Exercise directions:
Would you return the listing exactly as written, apart from its pictures?

*** Extracted entries ***

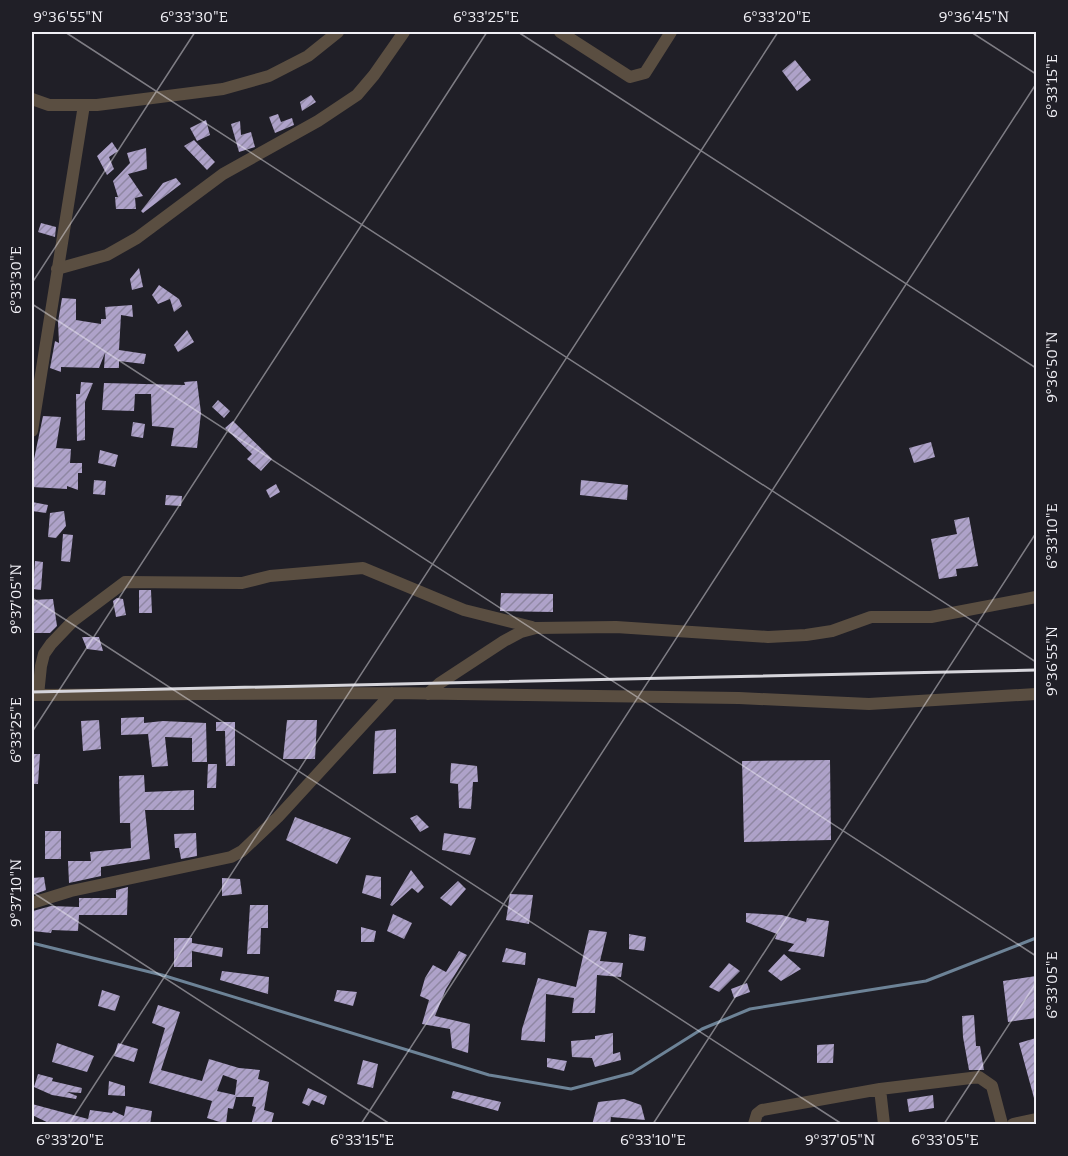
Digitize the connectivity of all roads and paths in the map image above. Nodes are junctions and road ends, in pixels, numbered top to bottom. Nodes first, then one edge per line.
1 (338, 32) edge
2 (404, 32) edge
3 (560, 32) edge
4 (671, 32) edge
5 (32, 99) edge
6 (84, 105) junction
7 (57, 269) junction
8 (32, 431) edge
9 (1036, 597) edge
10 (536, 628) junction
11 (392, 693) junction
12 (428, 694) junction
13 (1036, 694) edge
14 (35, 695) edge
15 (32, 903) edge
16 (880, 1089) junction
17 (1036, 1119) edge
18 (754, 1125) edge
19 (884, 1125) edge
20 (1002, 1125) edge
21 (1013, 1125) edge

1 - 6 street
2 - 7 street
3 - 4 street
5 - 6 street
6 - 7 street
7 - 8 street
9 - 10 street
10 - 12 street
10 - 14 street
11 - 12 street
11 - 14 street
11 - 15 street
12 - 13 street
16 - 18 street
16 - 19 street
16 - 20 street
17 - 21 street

*** End of Extracted entries ***

Answer to this exercise:
Digitize the connectivity of all roads and paths in the map image above. Nodes are junctions and road ends, in pixels, numbered top to bottom. Nodes first, then one edge per line.
1 (338, 32) edge
2 (404, 32) edge
3 (560, 32) edge
4 (671, 32) edge
5 (32, 99) edge
6 (84, 105) junction
7 (57, 269) junction
8 (32, 431) edge
9 (1036, 597) edge
10 (536, 628) junction
11 (392, 693) junction
12 (428, 694) junction
13 (1036, 694) edge
14 (35, 695) edge
15 (32, 903) edge
16 (880, 1089) junction
17 (1036, 1119) edge
18 (754, 1125) edge
19 (884, 1125) edge
20 (1002, 1125) edge
21 (1013, 1125) edge

1 - 6 street
2 - 7 street
3 - 4 street
5 - 6 street
6 - 7 street
7 - 8 street
9 - 10 street
10 - 12 street
10 - 14 street
11 - 12 street
11 - 14 street
11 - 15 street
12 - 13 street
16 - 18 street
16 - 19 street
16 - 20 street
17 - 21 street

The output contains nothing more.